Nonseminomatous or combined germ cell tumor of the testis is one of the most common cancers in men aged 20 to 39 years. Fifty percent of cases are nonseminomatous, and 60% to 70% of patients present with stage I disease. Lymphovascular invasion defines a high-risk cohort, with a 40% to 50% chance of recurrence on follow-up, Prof. Huddart explained.
Study Details
The single-arm 111 trial evaluated 1 cycle of BEP as adjuvant chemotherapy in 246 patients with high-risk (ie, exhibiting lymphovascular invasion) stage I nonseminomatous or combined germ cell tumors of the testis recruited at 33 UK sites. All patients received antibiotic prophylaxis and growth factor support with granulocyte-colony stimulating factor.
Ten patients dropped out of the study. More than 20% of patients enrolled in the study were over 40 years old. More than 90% were followed for more than 2 years at the time of data cutoff. Median follow-up was 39 months.
Two types of testicular cancer recurrence were noted: malignant recurrences, retreated with chemotherapy, and differentiated teratoma, managed by surgical resection. Regarding the latter, Prof. Huddart made the argument that “teratoma does not represent a true postchemotherapy relapse but is the consequence of successful treatment of subclinical malignant nonseminomatous germ cell tumors.” The goal of this novel nonrandomized phase III trial was to ensure that the 2-year malignant recurrence–free rate was at least 95%.
Major Outcomes
Acute toxicity with one cycle of BEP was as expected, with the majority of adverse events being grade 3 or 4 myelosuppression. Grade 3 and 4 adverse events included neutropenia (32.2%) and leukopenia (16.3%), but the rate of febrile neutropenia, at 6.4%, was low. The rates of all nonhematologic toxicities were low.
The major delayed toxicities of concern associated with this chemotherapy are ear and labyrinth disorders affecting hearing: 20% of patients developed grade 2 ear and labyrinth disorders, and 1% had grade 3 disorders.
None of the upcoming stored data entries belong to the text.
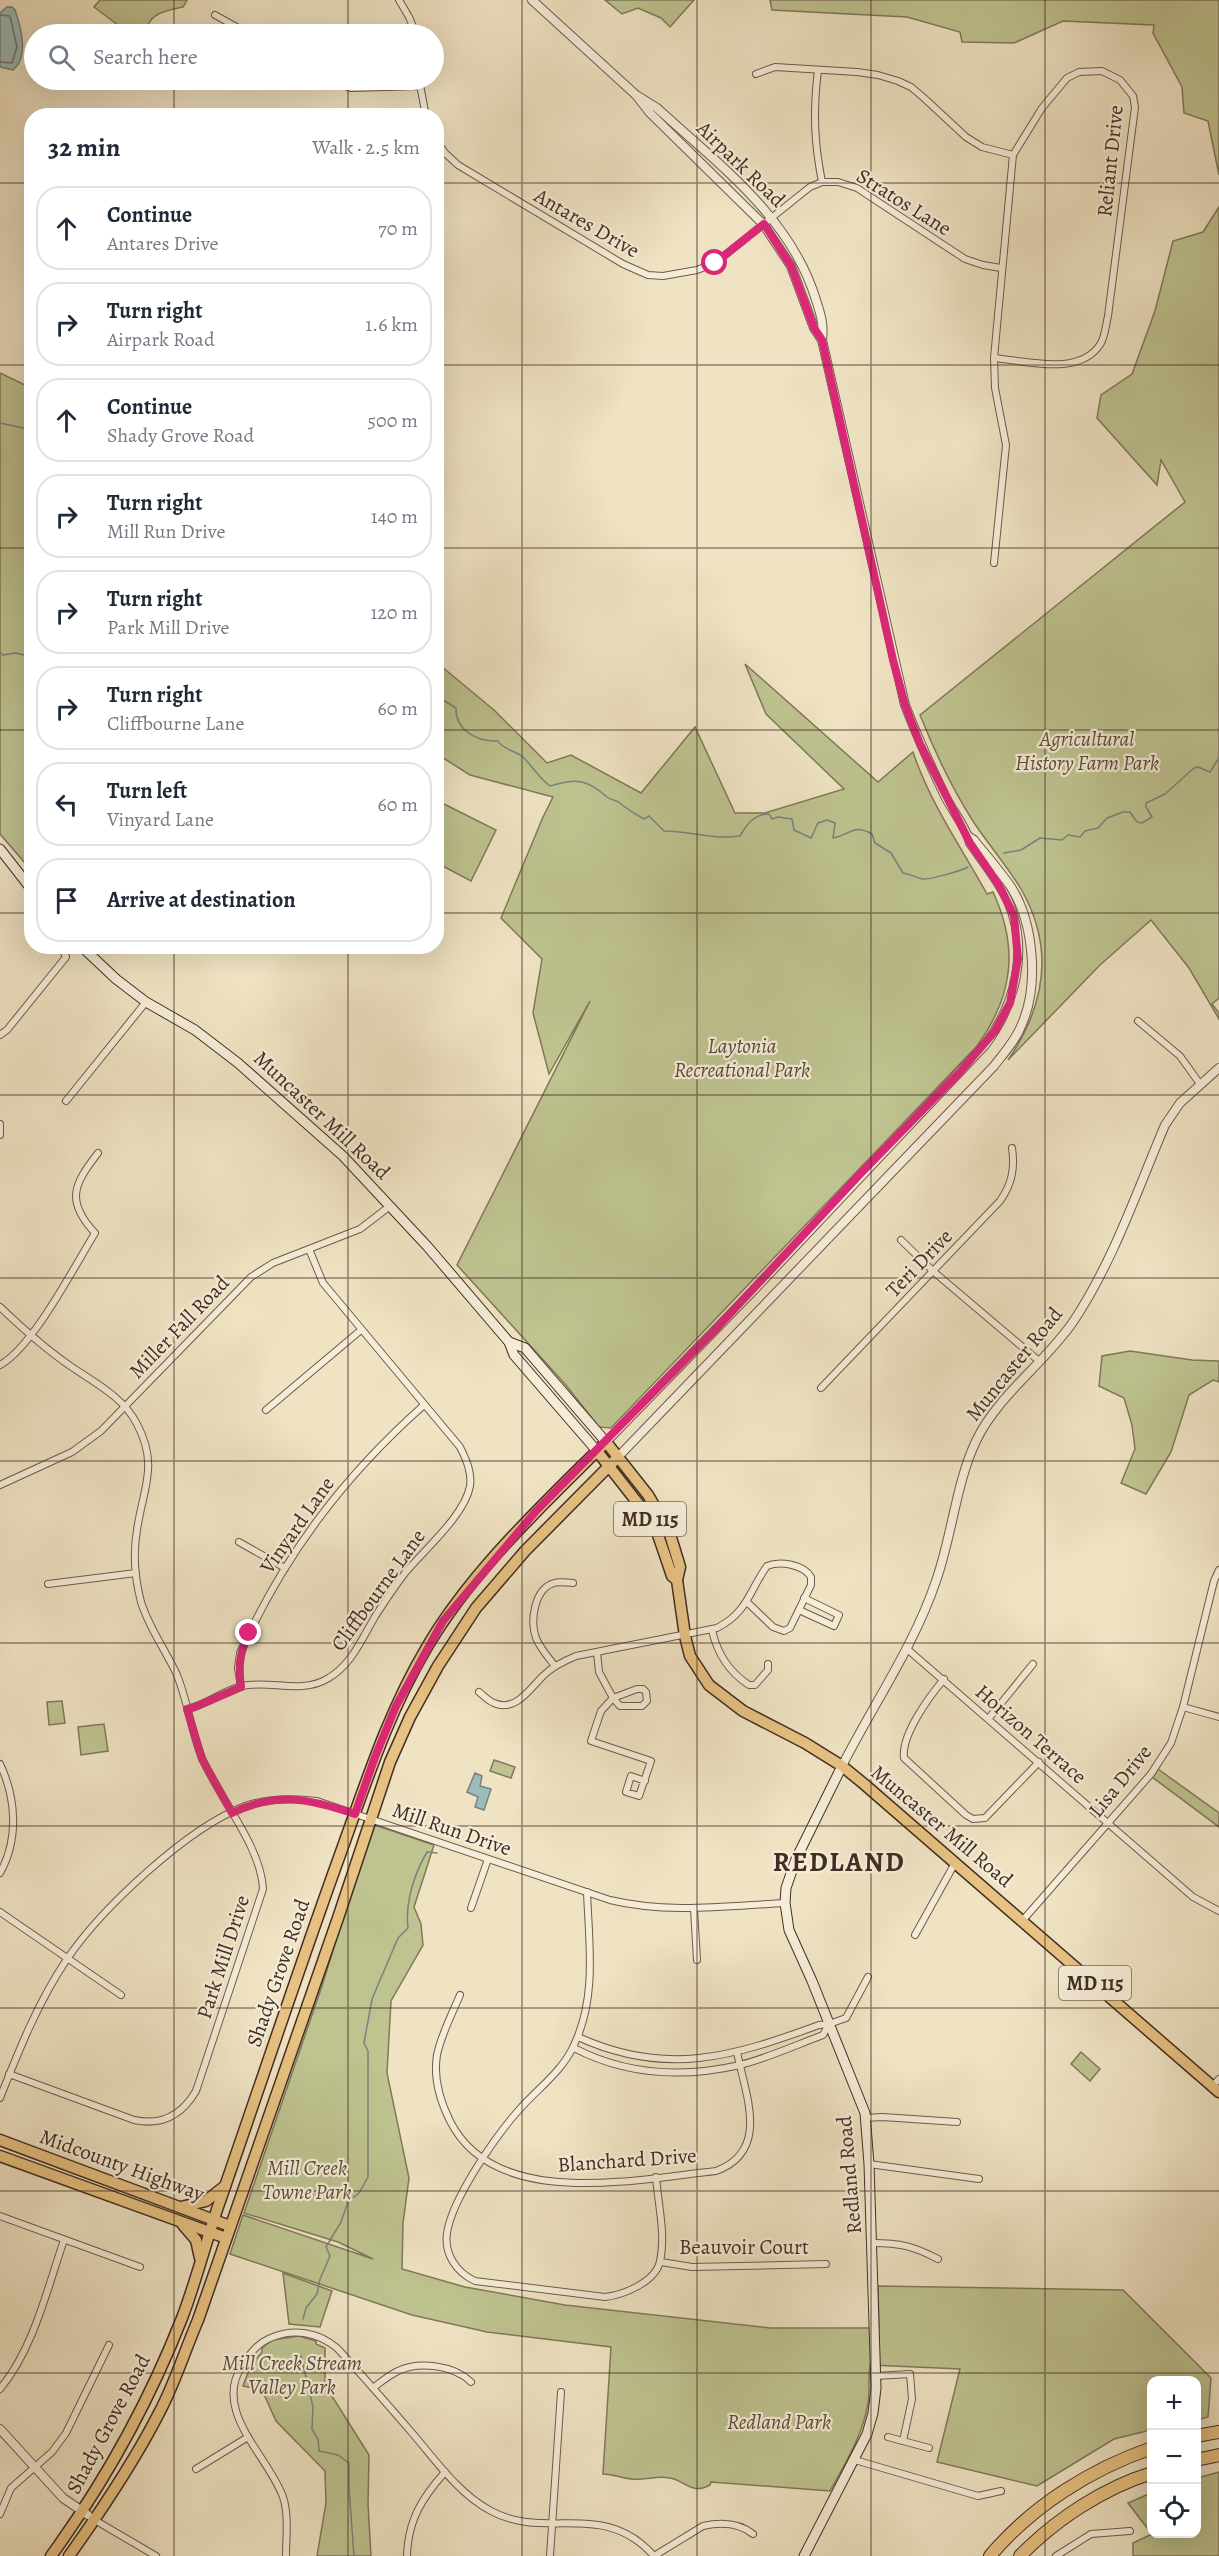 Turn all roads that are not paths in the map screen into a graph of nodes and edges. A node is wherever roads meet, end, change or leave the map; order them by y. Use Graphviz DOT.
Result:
graph roads {
  1 [pos="399,0"];
  2 [pos="532,0"];
  3 [pos="215,15"];
  4 [pos="231,24"];
  5 [pos="412,24"];
  6 [pos="818,70"];
  7 [pos="756,74"];
  8 [pos="421,90"];
  9 [pos="636,95"];
  10 [pos="425,108"];
  11 [pos="444,152"];
  12 [pos="1013,155"];
  13 [pos="822,182"];
  14 [pos="772,217"];
  15 [pos="764,224"];
  16 [pos="1001,268"];
  17 [pos="822,340"];
  18 [pos="994,357"];
  19 [pos="994,563"];
  20 [pos="968,836"];
  21 [pos="0,849"];
  22 [pos="24,880"];
  23 [pos="64,954"];
  24 [pos="89,954"];
  25 [pos="146,1002"];
  26 [pos="1138,1021"];
  27 [pos="0,1035"];
  28 [pos="1219,1068"];
  29 [pos="1200,1084"];
  30 [pos="66,1101"];
  31 [pos="0,1124"];
  32 [pos="0,1135"];
  33 [pos="1012,1148"];
  34 [pos="98,1153"];
  35 [pos="390,1206"];
  36 [pos="901,1240"];
  37 [pos="309,1249"];
  38 [pos="934,1272"];
  39 [pos="0,1307"];
  40 [pos="361,1330"];
  41 [pos="31,1336"];
  42 [pos="509,1342"];
  43 [pos="1039,1361"];
  44 [pos="0,1365"];
  45 [pos="821,1388"];
  46 [pos="424,1405"];
  47 [pos="125,1406"];
  48 [pos="266,1410"];
  49 [pos="606,1442"];
  50 [pos="597,1451"];
  51 [pos="618,1457"];
  52 [pos="609,1467"];
  53 [pos="0,1485"];
  54 [pos="239,1542"];
  55 [pos="285,1568"];
  56 [pos="1219,1570"];
  57 [pos="136,1573"];
  58 [pos="677,1580"];
  59 [pos="573,1583"];
  60 [pos="48,1584"];
  61 [pos="804,1598"];
  62 [pos="747,1602"];
  63 [pos="799,1610"];
  64 [pos="712,1630"];
  65 [pos="685,1636"];
  66 [pos="906,1648"];
  67 [pos="597,1652"];
  68 [pos="768,1664"];
  69 [pos="1033,1664"];
  70 [pos="555,1666"];
  71 [pos="944,1679"];
  72 [pos="241,1687"];
  73 [pos="479,1692"];
  74 [pos="613,1698"];
  75 [pos="1183,1707"];
  76 [pos="187,1709"];
  77 [pos="1219,1717"];
  78 [pos="989,1718"];
  79 [pos="1039,1762"];
  80 [pos="0,1764"];
  81 [pos="842,1766"];
  82 [pos="645,1781"];
  83 [pos="232,1813"];
  84 [pos="355,1814"];
  85 [pos="370,1819"];
  86 [pos="1108,1823"];
  87 [pos="488,1859"];
  88 [pos="955,1863"];
  89 [pos="0,1873"];
  90 [pos="587,1892"];
  91 [pos="785,1904"];
  92 [pos="471,1908"];
  93 [pos="694,1909"];
  94 [pos="1219,1911"];
  95 [pos="0,1912"];
  96 [pos="1023,1920"];
  97 [pos="915,1935"];
  98 [pos="67,1958"];
  99 [pos="697,1960"];
  100 [pos="868,1977"];
  101 [pos="121,1995"];
  102 [pos="460,1995"];
  103 [pos="829,2024"];
  104 [pos="578,2037"];
  105 [pos="574,2048"];
  106 [pos="737,2052"];
  107 [pos="740,2065"];
  108 [pos="9,2074"];
  109 [pos="1217,2086"];
  110 [pos="0,2098"];
  111 [pos="865,2118"];
  112 [pos="957,2122"];
  113 [pos="0,2140"];
  114 [pos="0,2156"];
  115 [pos="483,2157"];
  116 [pos="869,2164"];
  117 [pos="656,2177"];
  118 [pos="979,2179"];
  119 [pos="225,2186"];
  120 [pos="180,2208"];
  121 [pos="0,2216"];
  122 [pos="213,2220"];
  123 [pos="176,2221"];
  124 [pos="230,2226"];
  125 [pos="209,2233"];
  126 [pos="226,2238"];
  127 [pos="64,2240"];
  128 [pos="872,2244"];
  129 [pos="938,2259"];
  130 [pos="200,2261"];
  131 [pos="661,2262"];
  132 [pos="826,2264"];
  133 [pos="141,2267"];
  134 [pos="109,2345"];
  135 [pos="876,2376"];
  136 [pos="471,2382"];
  137 [pos="373,2388"];
  138 [pos="0,2390"];
  139 [pos="561,2392"];
  140 [pos="0,2429"];
  141 [pos="1219,2432"];
  142 [pos="1201,2435"];
  143 [pos="248,2436"];
  144 [pos="888,2437"];
  145 [pos="903,2441"];
  146 [pos="929,2448"];
  147 [pos="1147,2450"];
  148 [pos="1219,2455"];
  149 [pos="1201,2459"];
  150 [pos="855,2460"];
  151 [pos="34,2467"];
  152 [pos="196,2469"];
  153 [pos="445,2472"];
  154 [pos="1147,2475"];
  155 [pos="1001,2491"];
  156 [pos="0,2514"];
  157 [pos="88,2516"];
  158 [pos="553,2523"];
  159 [pos="1130,2531"];
  160 [pos="753,2534"];
  161 [pos="147,2554"];
  162 [pos="51,2556"];
  163 [pos="69,2556"];
  164 [pos="156,2556"];
  165 [pos="285,2556"];
  166 [pos="407,2556"];
  167 [pos="550,2556"];
  168 [pos="654,2556"];
  169 [pos="804,2556"];
  170 [pos="990,2556"];
  171 [pos="1020,2556"];
  172 [pos="1056,2556"];
  1 -- 5 [label="street"];
  2 -- 9 [label="street, Airpark Road"];
  3 -- 4 [label="street"];
  6 -- 7 [label="street"];
  6 -- 12 [label="street"];
  6 -- 13 [label="street"];
  8 -- 10 [label="street"];
  9 -- 14 [label="street, Airpark Road"];
  9 -- 15 [label="street, Airpark Road"];
  11 -- 15 [label="street, Antares Drive"];
  12 -- 16 [label="street, Reliant Drive"];
  12 -- 18 [label="street, Reliant Drive"];
  13 -- 14 [label="street, Stratos Lane"];
  13 -- 16 [label="street, Stratos Lane"];
  14 -- 15 [label="street, Stratos Lane"];
  14 -- 17 [label="street, Airpark Road"];
  15 -- 17 [label="street, Airpark Road"];
  16 -- 18 [label="street, Reliant Drive"];
  17 -- 20 [label="street, Airpark Road"];
  18 -- 19 [label="street, Reliant Drive"];
  20 -- 49 [label="street, Airpark Road"];
  20 -- 51 [label="street, Airpark Road"];
  21 -- 22 [label="main road"];
  23 -- 27 [label="street"];
  24 -- 25 [label="main road, Muncaster Mill Road / MD 115"];
  25 -- 30 [label="street"];
  25 -- 35 [label="main road, Muncaster Mill Road / MD 115"];
  26 -- 29 [label="street"];
  28 -- 29 [label="street, Muncaster Road"];
  29 -- 43 [label="street, Muncaster Road"];
  31 -- 32 [label="street"];
  33 -- 38 [label="street, Teri Drive"];
  34 -- 41 [label="street"];
  35 -- 37 [label="street, Miller Fall Road"];
  35 -- 42 [label="main road, Muncaster Mill Road / MD 115"];
  36 -- 38 [label="street"];
  37 -- 40 [label="street, Cliffbourne Lane"];
  37 -- 47 [label="street, Miller Fall Road"];
  38 -- 43 [label="street"];
  38 -- 45 [label="street, Teri Drive"];
  39 -- 41 [label="street"];
  40 -- 46 [label="street, Cliffbourne Lane"];
  40 -- 48 [label="street"];
  41 -- 44 [label="street"];
  41 -- 47 [label="street"];
  42 -- 49 [label="main road, Muncaster Mill Road / MD 115"];
  42 -- 50 [label="main road, Muncaster Mill Road / MD 115"];
  43 -- 66 [label="street, Muncaster Road"];
  46 -- 55 [label="street, Vinyard Lane"];
  46 -- 72 [label="street, Cliffbourne Lane"];
  47 -- 53 [label="street, Miller Fall Road"];
  47 -- 57 [label="street, Park Mill Drive"];
  49 -- 50 [label="main road, Shady Grove Road"];
  49 -- 51 [label="main road, Muncaster Mill Road / MD 115"];
  50 -- 52 [label="main road, Muncaster Mill Road / MD 115"];
  50 -- 84 [label="main road, Shady Grove Road"];
  51 -- 52 [label="main road, Shady Grove Road"];
  51 -- 58 [label="main road, Muncaster Mill Road / MD 115"];
  52 -- 58 [label="main road, Muncaster Mill Road / MD 115"];
  52 -- 85 [label="main road, Shady Grove Road"];
  54 -- 55 [label="street"];
  55 -- 72 [label="street, Vinyard Lane"];
  56 -- 75 [label="street, Lisa Drive"];
  57 -- 60 [label="street"];
  57 -- 76 [label="street, Park Mill Drive"];
  58 -- 65 [label="main road, Muncaster Mill Road / MD 115"];
  59 -- 70 [label="street"];
  61 -- 62 [label="street"];
  61 -- 63 [label="street"];
  61 -- 63 [label="street"];
  62 -- 63 [label="street"];
  62 -- 64 [label="street"];
  64 -- 65 [label="street"];
  64 -- 68 [label="street"];
  65 -- 67 [label="street"];
  65 -- 81 [label="main road, Muncaster Mill Road / MD 115"];
  66 -- 71 [label="street, Horizon Terrace"];
  66 -- 81 [label="street, Muncaster Road"];
  67 -- 70 [label="street"];
  67 -- 74 [label="street"];
  69 -- 78 [label="street"];
  70 -- 73 [label="street"];
  71 -- 78 [label="street, Horizon Terrace"];
  71 -- 79 [label="street"];
  72 -- 76 [label="street, Cliffbourne Lane"];
  74 -- 74 [label="street"];
  74 -- 82 [label="street"];
  75 -- 77 [label="street"];
  75 -- 86 [label="street, Lisa Drive"];
  76 -- 83 [label="street, Park Mill Drive"];
  78 -- 79 [label="street, Horizon Terrace"];
  79 -- 86 [label="street, Horizon Terrace"];
  80 -- 89 [label="street"];
  81 -- 88 [label="main road, Muncaster Mill Road / MD 115"];
  81 -- 91 [label="main road, Redland Road"];
  83 -- 84 [label="street, Mill Run Drive"];
  83 -- 98 [label="street, Mill Run Drive"];
  83 -- 108 [label="street, Park Mill Drive"];
  84 -- 85 [label="street, Mill Run Drive"];
  84 -- 119 [label="main road, Shady Grove Road"];
  85 -- 87 [label="street, Mill Run Drive"];
  85 -- 124 [label="main road, Shady Grove Road"];
  86 -- 94 [label="street, Horizon Terrace"];
  86 -- 96 [label="street, Lisa Drive"];
  87 -- 90 [label="street, Mill Run Drive"];
  87 -- 92 [label="street"];
  88 -- 96 [label="main road, Muncaster Mill Road / MD 115"];
  88 -- 97 [label="street"];
  90 -- 93 [label="street, Mill Run Drive"];
  90 -- 104 [label="street"];
  91 -- 93 [label="street, Mill Run Drive"];
  91 -- 103 [label="main road, Redland Road"];
  93 -- 99 [label="street"];
  95 -- 98 [label="street"];
  96 -- 109 [label="main road, Muncaster Mill Road / MD 115"];
  98 -- 101 [label="street"];
  98 -- 108 [label="street, Mill Run Drive"];
  100 -- 103 [label="street"];
  102 -- 115 [label="street, Blanchard Drive"];
  103 -- 106 [label="street"];
  103 -- 107 [label="street"];
  103 -- 111 [label="main road, Redland Road"];
  104 -- 105 [label="street"];
  104 -- 106 [label="street"];
  105 -- 107 [label="street"];
  105 -- 115 [label="street"];
  106 -- 107 [label="street, Blanchard Drive"];
  107 -- 117 [label="street, Blanchard Drive"];
  108 -- 110 [label="street, Mill Run Drive"];
  111 -- 112 [label="street"];
  111 -- 116 [label="main road, Redland Road"];
  113 -- 120 [label="main road, Midcounty Highway"];
  114 -- 123 [label="main road, Midcounty Highway"];
  115 -- 117 [label="street, Blanchard Drive"];
  115 -- 131 [label="street"];
  116 -- 118 [label="street"];
  116 -- 128 [label="main road, Redland Road"];
  117 -- 131 [label="street"];
  119 -- 120 [label="main road"];
  119 -- 122 [label="main road, Shady Grove Road"];
  120 -- 122 [label="main road, Midcounty Highway"];
  121 -- 127 [label="street"];
  122 -- 124 [label="main road, Midcounty Highway"];
  122 -- 125 [label="main road, Shady Grove Road"];
  123 -- 125 [label="main road, Midcounty Highway"];
  123 -- 130 [label="main road"];
  124 -- 126 [label="main road, Shady Grove Road"];
  125 -- 126 [label="main road, Midcounty Highway"];
  125 -- 130 [label="main road, Shady Grove Road"];
  126 -- 157 [label="main road, Shady Grove Road"];
  127 -- 133 [label="street"];
  127 -- 138 [label="street"];
  128 -- 129 [label="street"];
  128 -- 135 [label="main road, Redland Road"];
  130 -- 157 [label="main road, Shady Grove Road"];
  131 -- 132 [label="street, Beauvoir Court"];
  134 -- 151 [label="street"];
  135 -- 145 [label="street"];
  135 -- 150 [label="main road, Redland Road"];
  136 -- 137 [label="street"];
  137 -- 143 [label="street"];
  137 -- 153 [label="street"];
  139 -- 158 [label="street"];
  140 -- 151 [label="street"];
  141 -- 142 [label="highway"];
  143 -- 152 [label="street"];
  143 -- 165 [label="street"];
  144 -- 145 [label="street"];
  145 -- 146 [label="street"];
  147 -- 170 [label="highway"];
  148 -- 149 [label="highway"];
  150 -- 155 [label="street"];
  150 -- 169 [label="main road, Redland Road"];
  151 -- 156 [label="street"];
  151 -- 157 [label="street"];
  153 -- 158 [label="street"];
  153 -- 166 [label="street"];
  154 -- 171 [label="highway"];
  157 -- 161 [label="street"];
  157 -- 162 [label="main road, Shady Grove Road"];
  157 -- 163 [label="main road, Shady Grove Road"];
  158 -- 167 [label="street"];
  158 -- 168 [label="street"];
  159 -- 172 [label="street"];
  160 -- 168 [label="street"];
  161 -- 164 [label="street"];
}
The rate of malignant recurrence was 1.3%, which was well below the target of < 5%. The rate of differentiated teratoma recurrence was also 1.3%, and all teratomas were completely resected. Thus, the total recurrence rate was 2.6% in the first 2 years of follow-up.
One patient developed a malignant recurrence after data cutoff, to bring the malignant recurrence rate to 1.8%, which was still considerably lower than the < 5% target. The malignant recurrence–free rate was 97%, and the overall survival rate at 2 years was 99%.
Robust Evidence
Prof. Huddart cited four other studies to put these data in context. Across those studies plus study 111, there were 16 malignant recurrences in 1,004 patients.
“One cycle of BEP reduces the rate of malignant recurrences to 7.5% of the expected level,” he noted, adding, “This study provides robust evidence to inform the decision between adjuvant chemotherapy and intensive surveillance.” ■
Disclosure: Prof. Huddart is a partner in the Cancer Clinic London Limited Liability Partnership and has had a consulting or advisory role with Astellas and Merck Sharp & Dohme. He has received research funding from Janssen, Lilly, and Roche.